I’ll put this one protected for awhile just in case I say something stupid. It’s way to early for self censorship.
Yesterdays post was titled shame on me and really it was fitting. My ego is taking a beating this week while I learn that I really am as weak and as human as everyone else. I think in my head I had a picture of myself looking like “That Girl” while I breezed through this whole radiation/chemo thing.
Look, she even has a hat!
I would go into work every morning, then grab my bottle of water and fly off to the hospital, do a little treatment while letting everyone bask in the glow of my positive attitude smile then back to work for a happy afternoon of taking care of business.

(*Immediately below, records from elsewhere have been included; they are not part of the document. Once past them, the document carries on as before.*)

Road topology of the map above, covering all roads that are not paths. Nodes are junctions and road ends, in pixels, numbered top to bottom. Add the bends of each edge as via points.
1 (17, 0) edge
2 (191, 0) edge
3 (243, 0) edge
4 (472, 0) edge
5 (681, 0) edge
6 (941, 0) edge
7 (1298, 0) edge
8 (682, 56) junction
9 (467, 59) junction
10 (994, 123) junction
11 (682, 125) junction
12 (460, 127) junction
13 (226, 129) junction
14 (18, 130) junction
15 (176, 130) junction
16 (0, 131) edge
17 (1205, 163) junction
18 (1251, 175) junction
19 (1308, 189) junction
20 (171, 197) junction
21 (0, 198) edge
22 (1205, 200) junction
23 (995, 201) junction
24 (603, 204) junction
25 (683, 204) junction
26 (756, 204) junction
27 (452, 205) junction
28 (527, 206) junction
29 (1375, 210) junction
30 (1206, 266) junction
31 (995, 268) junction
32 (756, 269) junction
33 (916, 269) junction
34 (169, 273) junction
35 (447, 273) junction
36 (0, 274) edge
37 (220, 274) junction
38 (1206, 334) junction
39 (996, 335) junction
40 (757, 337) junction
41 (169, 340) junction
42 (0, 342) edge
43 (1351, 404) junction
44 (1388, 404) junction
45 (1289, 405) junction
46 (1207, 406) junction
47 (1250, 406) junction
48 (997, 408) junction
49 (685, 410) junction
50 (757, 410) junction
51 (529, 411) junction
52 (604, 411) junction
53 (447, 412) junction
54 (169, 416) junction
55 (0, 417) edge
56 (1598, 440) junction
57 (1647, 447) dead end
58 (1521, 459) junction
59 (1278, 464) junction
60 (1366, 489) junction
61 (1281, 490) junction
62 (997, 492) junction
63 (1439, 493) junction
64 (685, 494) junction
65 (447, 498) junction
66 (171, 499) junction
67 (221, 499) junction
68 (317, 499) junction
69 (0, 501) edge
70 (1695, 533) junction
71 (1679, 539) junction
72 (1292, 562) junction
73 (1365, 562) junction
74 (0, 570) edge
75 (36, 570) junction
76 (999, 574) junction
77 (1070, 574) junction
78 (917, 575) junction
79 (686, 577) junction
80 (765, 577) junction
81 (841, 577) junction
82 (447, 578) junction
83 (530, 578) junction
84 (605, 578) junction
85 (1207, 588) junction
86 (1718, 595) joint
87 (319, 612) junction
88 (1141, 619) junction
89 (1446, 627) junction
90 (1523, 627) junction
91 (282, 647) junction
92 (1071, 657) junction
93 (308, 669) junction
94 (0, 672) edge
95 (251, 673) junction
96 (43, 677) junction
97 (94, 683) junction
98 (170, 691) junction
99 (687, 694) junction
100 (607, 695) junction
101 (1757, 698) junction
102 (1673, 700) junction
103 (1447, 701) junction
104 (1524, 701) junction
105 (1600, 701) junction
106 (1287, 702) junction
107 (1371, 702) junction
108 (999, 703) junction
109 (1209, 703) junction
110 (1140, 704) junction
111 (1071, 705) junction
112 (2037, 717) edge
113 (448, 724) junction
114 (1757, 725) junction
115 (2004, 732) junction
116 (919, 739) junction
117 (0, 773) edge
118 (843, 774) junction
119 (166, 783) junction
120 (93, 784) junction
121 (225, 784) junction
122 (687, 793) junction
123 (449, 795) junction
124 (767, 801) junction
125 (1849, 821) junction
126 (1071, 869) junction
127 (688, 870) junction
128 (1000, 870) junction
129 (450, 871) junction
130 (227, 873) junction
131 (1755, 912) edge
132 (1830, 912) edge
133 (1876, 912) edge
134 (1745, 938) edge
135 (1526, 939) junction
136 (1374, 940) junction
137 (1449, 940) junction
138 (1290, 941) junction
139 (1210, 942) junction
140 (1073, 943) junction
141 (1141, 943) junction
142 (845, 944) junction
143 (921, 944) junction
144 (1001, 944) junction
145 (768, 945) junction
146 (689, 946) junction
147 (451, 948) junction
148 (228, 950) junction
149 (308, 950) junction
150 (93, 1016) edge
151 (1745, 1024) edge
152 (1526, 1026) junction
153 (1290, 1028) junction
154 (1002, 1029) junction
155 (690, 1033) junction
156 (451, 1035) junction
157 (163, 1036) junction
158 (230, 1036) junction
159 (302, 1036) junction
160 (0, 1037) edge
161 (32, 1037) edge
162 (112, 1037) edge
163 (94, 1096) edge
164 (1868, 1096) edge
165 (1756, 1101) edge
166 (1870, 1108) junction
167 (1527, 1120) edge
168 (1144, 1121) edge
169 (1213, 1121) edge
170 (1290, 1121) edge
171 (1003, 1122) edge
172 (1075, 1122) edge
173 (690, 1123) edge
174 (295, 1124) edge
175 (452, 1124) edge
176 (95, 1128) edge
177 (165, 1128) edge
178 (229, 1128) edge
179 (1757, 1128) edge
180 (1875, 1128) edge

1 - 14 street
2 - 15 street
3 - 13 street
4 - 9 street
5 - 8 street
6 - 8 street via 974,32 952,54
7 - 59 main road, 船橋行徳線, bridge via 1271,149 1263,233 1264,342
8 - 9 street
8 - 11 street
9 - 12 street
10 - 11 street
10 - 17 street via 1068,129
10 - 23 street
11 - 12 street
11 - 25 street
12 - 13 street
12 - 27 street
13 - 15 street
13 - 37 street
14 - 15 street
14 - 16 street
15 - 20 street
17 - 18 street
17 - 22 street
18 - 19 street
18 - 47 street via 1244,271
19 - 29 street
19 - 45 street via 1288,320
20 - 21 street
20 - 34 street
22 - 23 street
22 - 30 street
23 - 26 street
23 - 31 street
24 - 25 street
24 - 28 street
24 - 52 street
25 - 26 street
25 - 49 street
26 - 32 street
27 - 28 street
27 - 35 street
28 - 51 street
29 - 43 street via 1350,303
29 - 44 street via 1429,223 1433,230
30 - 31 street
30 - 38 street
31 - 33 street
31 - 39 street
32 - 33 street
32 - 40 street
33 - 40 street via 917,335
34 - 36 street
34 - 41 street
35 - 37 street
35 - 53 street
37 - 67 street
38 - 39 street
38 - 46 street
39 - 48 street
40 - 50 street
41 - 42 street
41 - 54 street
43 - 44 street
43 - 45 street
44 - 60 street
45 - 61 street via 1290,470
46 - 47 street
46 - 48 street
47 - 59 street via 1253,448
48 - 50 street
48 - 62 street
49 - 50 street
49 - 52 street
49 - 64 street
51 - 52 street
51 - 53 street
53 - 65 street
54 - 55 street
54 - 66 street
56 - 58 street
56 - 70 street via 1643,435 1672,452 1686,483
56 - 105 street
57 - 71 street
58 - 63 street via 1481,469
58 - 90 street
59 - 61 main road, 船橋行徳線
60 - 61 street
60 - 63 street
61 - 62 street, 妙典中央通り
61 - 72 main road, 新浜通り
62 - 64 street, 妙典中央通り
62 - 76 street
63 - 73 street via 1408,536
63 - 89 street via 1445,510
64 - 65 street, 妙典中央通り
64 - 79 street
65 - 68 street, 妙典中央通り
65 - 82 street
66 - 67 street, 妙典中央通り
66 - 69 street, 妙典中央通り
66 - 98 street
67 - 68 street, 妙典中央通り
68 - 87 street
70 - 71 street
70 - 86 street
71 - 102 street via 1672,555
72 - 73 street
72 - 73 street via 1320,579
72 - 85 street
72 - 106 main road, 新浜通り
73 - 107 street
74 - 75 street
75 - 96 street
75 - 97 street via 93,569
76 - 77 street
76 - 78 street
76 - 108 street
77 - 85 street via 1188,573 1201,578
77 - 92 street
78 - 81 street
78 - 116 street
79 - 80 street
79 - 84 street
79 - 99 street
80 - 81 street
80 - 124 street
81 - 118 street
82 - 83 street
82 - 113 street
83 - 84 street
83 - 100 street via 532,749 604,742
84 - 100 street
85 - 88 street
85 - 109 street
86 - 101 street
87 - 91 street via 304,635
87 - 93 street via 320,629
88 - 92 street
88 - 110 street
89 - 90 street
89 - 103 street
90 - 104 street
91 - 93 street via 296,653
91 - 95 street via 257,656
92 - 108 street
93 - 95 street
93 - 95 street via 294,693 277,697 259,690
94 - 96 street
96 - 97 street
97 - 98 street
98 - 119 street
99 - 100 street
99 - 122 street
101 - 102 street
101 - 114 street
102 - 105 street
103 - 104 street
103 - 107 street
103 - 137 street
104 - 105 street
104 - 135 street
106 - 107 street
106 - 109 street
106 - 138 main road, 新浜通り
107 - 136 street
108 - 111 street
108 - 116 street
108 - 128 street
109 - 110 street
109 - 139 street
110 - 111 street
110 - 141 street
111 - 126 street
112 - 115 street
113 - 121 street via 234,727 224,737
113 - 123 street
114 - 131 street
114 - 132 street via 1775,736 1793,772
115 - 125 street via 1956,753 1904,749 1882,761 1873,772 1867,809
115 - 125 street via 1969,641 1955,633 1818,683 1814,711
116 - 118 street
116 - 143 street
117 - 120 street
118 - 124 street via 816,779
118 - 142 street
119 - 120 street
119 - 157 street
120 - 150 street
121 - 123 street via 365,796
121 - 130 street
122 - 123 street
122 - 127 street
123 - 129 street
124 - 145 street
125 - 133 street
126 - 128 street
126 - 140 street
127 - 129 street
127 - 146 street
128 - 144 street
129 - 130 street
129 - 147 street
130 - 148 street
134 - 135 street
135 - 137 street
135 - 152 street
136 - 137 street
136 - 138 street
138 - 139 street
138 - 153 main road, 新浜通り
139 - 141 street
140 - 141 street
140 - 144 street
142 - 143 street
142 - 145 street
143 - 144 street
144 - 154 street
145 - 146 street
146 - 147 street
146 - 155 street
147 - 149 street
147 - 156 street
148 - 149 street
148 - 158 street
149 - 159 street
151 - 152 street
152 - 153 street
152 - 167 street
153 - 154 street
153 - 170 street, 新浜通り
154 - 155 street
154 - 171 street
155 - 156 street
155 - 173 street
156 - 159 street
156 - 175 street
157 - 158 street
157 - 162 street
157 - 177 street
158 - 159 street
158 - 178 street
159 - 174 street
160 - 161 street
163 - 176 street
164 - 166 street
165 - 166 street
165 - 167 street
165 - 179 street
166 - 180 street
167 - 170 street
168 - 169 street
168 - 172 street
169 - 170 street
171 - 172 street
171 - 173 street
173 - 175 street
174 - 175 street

Well, I made it to work on Monday, and had to leave early. I didn’t make it on Tuesday, and I won’t make it today. I mean don’t get me wrong, I’m still working! Thank goodness for laptops and being able to work from home, but geesh. What a rude awakening. I find myself lost in a pool of blah.
A part of me feels guilty for not taking advantage of this down time. I should be reading and enjoying the moments where I am forced into quiet. I should be riding my bike and doing nice yoga stretches. Unfortunately my brain is mush and my abdomen hurts, so no. Isn’t it odd that I didn’t actually expect it to hurt? it’s not horrible, just quite uncomfortable.
I also feel bad that everyone is being so nice to me. What did I do to deserve everyone being so nice? Nothing. Just had my cells go a little wacky. This is not an accomplishment. (Oh! That was some random weird epiphany, I only deserve to have people be nice to me if I “DO” something. So apparently I have to earn people being nice to me. Yikes!)
Yogurt & Boost for breakfast today! Yay for nutrition?